■ Exercise prompt:
Nothing in the listing may change. Repeat all of it.

■ Supplied information:
--- START ---
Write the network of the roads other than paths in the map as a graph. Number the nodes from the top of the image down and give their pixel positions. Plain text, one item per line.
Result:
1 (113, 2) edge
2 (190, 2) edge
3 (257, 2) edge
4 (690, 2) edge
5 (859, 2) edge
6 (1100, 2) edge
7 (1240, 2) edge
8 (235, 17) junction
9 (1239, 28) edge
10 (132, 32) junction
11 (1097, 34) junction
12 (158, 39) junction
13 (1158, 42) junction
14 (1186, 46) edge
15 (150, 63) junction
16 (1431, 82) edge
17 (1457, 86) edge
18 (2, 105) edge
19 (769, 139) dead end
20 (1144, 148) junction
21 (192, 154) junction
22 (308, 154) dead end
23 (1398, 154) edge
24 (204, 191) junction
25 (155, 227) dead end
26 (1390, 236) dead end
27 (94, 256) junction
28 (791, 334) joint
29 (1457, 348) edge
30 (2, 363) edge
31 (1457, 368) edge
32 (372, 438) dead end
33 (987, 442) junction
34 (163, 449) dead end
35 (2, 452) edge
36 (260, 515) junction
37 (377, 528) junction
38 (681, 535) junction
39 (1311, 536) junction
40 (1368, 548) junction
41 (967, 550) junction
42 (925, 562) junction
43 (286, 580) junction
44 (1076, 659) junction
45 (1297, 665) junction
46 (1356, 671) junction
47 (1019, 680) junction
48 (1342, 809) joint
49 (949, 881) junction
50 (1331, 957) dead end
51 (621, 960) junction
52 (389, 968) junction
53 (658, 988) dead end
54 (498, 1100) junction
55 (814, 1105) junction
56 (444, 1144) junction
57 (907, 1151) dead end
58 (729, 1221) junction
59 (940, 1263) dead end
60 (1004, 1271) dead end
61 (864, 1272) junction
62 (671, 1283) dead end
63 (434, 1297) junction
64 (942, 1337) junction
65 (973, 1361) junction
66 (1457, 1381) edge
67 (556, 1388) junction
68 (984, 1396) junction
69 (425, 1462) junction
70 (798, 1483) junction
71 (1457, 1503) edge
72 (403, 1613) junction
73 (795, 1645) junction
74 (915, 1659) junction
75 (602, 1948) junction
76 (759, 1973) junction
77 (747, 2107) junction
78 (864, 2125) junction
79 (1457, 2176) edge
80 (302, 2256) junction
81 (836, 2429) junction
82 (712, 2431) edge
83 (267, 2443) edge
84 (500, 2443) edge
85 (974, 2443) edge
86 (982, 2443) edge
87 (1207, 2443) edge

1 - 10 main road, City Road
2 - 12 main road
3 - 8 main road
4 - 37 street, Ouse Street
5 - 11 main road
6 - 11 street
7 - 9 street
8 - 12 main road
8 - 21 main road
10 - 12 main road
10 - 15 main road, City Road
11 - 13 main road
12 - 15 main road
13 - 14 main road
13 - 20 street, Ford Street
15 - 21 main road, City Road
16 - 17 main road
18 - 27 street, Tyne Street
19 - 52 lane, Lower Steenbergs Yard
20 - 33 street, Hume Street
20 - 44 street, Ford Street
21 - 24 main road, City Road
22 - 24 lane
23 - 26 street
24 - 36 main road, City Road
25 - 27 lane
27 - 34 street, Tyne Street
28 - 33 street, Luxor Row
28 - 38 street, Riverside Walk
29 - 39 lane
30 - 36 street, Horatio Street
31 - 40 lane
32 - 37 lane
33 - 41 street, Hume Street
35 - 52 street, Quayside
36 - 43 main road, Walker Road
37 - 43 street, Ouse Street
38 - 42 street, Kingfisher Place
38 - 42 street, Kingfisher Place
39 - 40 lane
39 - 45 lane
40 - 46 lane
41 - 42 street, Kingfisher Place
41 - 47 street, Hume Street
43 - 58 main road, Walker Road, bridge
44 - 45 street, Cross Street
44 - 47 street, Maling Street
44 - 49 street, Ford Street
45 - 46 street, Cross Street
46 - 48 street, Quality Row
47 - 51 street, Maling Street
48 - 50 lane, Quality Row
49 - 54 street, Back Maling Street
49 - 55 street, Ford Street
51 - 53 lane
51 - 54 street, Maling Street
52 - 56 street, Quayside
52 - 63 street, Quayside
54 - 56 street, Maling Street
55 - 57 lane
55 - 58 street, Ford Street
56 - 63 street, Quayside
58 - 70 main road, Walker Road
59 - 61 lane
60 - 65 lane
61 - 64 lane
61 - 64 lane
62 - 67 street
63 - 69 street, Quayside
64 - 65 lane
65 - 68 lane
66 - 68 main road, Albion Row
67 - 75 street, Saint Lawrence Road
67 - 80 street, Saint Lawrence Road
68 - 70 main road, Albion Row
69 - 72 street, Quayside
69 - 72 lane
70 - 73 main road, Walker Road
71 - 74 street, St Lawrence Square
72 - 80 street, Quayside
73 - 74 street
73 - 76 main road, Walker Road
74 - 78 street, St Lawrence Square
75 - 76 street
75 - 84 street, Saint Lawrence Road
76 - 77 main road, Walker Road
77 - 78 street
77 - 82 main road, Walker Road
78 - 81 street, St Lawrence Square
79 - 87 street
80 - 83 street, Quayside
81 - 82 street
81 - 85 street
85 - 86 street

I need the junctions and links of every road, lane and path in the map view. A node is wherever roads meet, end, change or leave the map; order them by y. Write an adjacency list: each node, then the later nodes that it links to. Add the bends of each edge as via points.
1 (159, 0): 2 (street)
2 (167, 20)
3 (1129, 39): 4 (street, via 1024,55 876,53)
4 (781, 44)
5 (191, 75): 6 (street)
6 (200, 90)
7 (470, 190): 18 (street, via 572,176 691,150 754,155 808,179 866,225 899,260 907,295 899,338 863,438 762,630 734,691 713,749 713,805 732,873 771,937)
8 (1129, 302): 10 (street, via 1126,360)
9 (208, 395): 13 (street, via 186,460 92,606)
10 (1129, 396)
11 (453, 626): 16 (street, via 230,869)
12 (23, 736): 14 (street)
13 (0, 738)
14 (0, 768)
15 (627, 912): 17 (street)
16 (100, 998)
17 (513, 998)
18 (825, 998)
--- END ---
■ Result for this exercise:
Write the network of the roads other than paths in the map as a graph. Number the nodes from the top of the image down and give their pixel positions. Plain text, one item per line.
Result:
1 (113, 2) edge
2 (190, 2) edge
3 (257, 2) edge
4 (690, 2) edge
5 (859, 2) edge
6 (1100, 2) edge
7 (1240, 2) edge
8 (235, 17) junction
9 (1239, 28) edge
10 (132, 32) junction
11 (1097, 34) junction
12 (158, 39) junction
13 (1158, 42) junction
14 (1186, 46) edge
15 (150, 63) junction
16 (1431, 82) edge
17 (1457, 86) edge
18 (2, 105) edge
19 (769, 139) dead end
20 (1144, 148) junction
21 (192, 154) junction
22 (308, 154) dead end
23 (1398, 154) edge
24 (204, 191) junction
25 (155, 227) dead end
26 (1390, 236) dead end
27 (94, 256) junction
28 (791, 334) joint
29 (1457, 348) edge
30 (2, 363) edge
31 (1457, 368) edge
32 (372, 438) dead end
33 (987, 442) junction
34 (163, 449) dead end
35 (2, 452) edge
36 (260, 515) junction
37 (377, 528) junction
38 (681, 535) junction
39 (1311, 536) junction
40 (1368, 548) junction
41 (967, 550) junction
42 (925, 562) junction
43 (286, 580) junction
44 (1076, 659) junction
45 (1297, 665) junction
46 (1356, 671) junction
47 (1019, 680) junction
48 (1342, 809) joint
49 (949, 881) junction
50 (1331, 957) dead end
51 (621, 960) junction
52 (389, 968) junction
53 (658, 988) dead end
54 (498, 1100) junction
55 (814, 1105) junction
56 (444, 1144) junction
57 (907, 1151) dead end
58 (729, 1221) junction
59 (940, 1263) dead end
60 (1004, 1271) dead end
61 (864, 1272) junction
62 (671, 1283) dead end
63 (434, 1297) junction
64 (942, 1337) junction
65 (973, 1361) junction
66 (1457, 1381) edge
67 (556, 1388) junction
68 (984, 1396) junction
69 (425, 1462) junction
70 (798, 1483) junction
71 (1457, 1503) edge
72 (403, 1613) junction
73 (795, 1645) junction
74 (915, 1659) junction
75 (602, 1948) junction
76 (759, 1973) junction
77 (747, 2107) junction
78 (864, 2125) junction
79 (1457, 2176) edge
80 (302, 2256) junction
81 (836, 2429) junction
82 (712, 2431) edge
83 (267, 2443) edge
84 (500, 2443) edge
85 (974, 2443) edge
86 (982, 2443) edge
87 (1207, 2443) edge

1 - 10 main road, City Road
2 - 12 main road
3 - 8 main road
4 - 37 street, Ouse Street
5 - 11 main road
6 - 11 street
7 - 9 street
8 - 12 main road
8 - 21 main road
10 - 12 main road
10 - 15 main road, City Road
11 - 13 main road
12 - 15 main road
13 - 14 main road
13 - 20 street, Ford Street
15 - 21 main road, City Road
16 - 17 main road
18 - 27 street, Tyne Street
19 - 52 lane, Lower Steenbergs Yard
20 - 33 street, Hume Street
20 - 44 street, Ford Street
21 - 24 main road, City Road
22 - 24 lane
23 - 26 street
24 - 36 main road, City Road
25 - 27 lane
27 - 34 street, Tyne Street
28 - 33 street, Luxor Row
28 - 38 street, Riverside Walk
29 - 39 lane
30 - 36 street, Horatio Street
31 - 40 lane
32 - 37 lane
33 - 41 street, Hume Street
35 - 52 street, Quayside
36 - 43 main road, Walker Road
37 - 43 street, Ouse Street
38 - 42 street, Kingfisher Place
38 - 42 street, Kingfisher Place
39 - 40 lane
39 - 45 lane
40 - 46 lane
41 - 42 street, Kingfisher Place
41 - 47 street, Hume Street
43 - 58 main road, Walker Road, bridge
44 - 45 street, Cross Street
44 - 47 street, Maling Street
44 - 49 street, Ford Street
45 - 46 street, Cross Street
46 - 48 street, Quality Row
47 - 51 street, Maling Street
48 - 50 lane, Quality Row
49 - 54 street, Back Maling Street
49 - 55 street, Ford Street
51 - 53 lane
51 - 54 street, Maling Street
52 - 56 street, Quayside
52 - 63 street, Quayside
54 - 56 street, Maling Street
55 - 57 lane
55 - 58 street, Ford Street
56 - 63 street, Quayside
58 - 70 main road, Walker Road
59 - 61 lane
60 - 65 lane
61 - 64 lane
61 - 64 lane
62 - 67 street
63 - 69 street, Quayside
64 - 65 lane
65 - 68 lane
66 - 68 main road, Albion Row
67 - 75 street, Saint Lawrence Road
67 - 80 street, Saint Lawrence Road
68 - 70 main road, Albion Row
69 - 72 street, Quayside
69 - 72 lane
70 - 73 main road, Walker Road
71 - 74 street, St Lawrence Square
72 - 80 street, Quayside
73 - 74 street
73 - 76 main road, Walker Road
74 - 78 street, St Lawrence Square
75 - 76 street
75 - 84 street, Saint Lawrence Road
76 - 77 main road, Walker Road
77 - 78 street
77 - 82 main road, Walker Road
78 - 81 street, St Lawrence Square
79 - 87 street
80 - 83 street, Quayside
81 - 82 street
81 - 85 street
85 - 86 street

I need the junctions and links of every road, lane and path in the map view. A node is wherever roads meet, end, change or leave the map; order them by y. Write an adjacency list: each node, then the later nodes that it links to. Add the bends of each edge as via points.
1 (159, 0): 2 (street)
2 (167, 20)
3 (1129, 39): 4 (street, via 1024,55 876,53)
4 (781, 44)
5 (191, 75): 6 (street)
6 (200, 90)
7 (470, 190): 18 (street, via 572,176 691,150 754,155 808,179 866,225 899,260 907,295 899,338 863,438 762,630 734,691 713,749 713,805 732,873 771,937)
8 (1129, 302): 10 (street, via 1126,360)
9 (208, 395): 13 (street, via 186,460 92,606)
10 (1129, 396)
11 (453, 626): 16 (street, via 230,869)
12 (23, 736): 14 (street)
13 (0, 738)
14 (0, 768)
15 (627, 912): 17 (street)
16 (100, 998)
17 (513, 998)
18 (825, 998)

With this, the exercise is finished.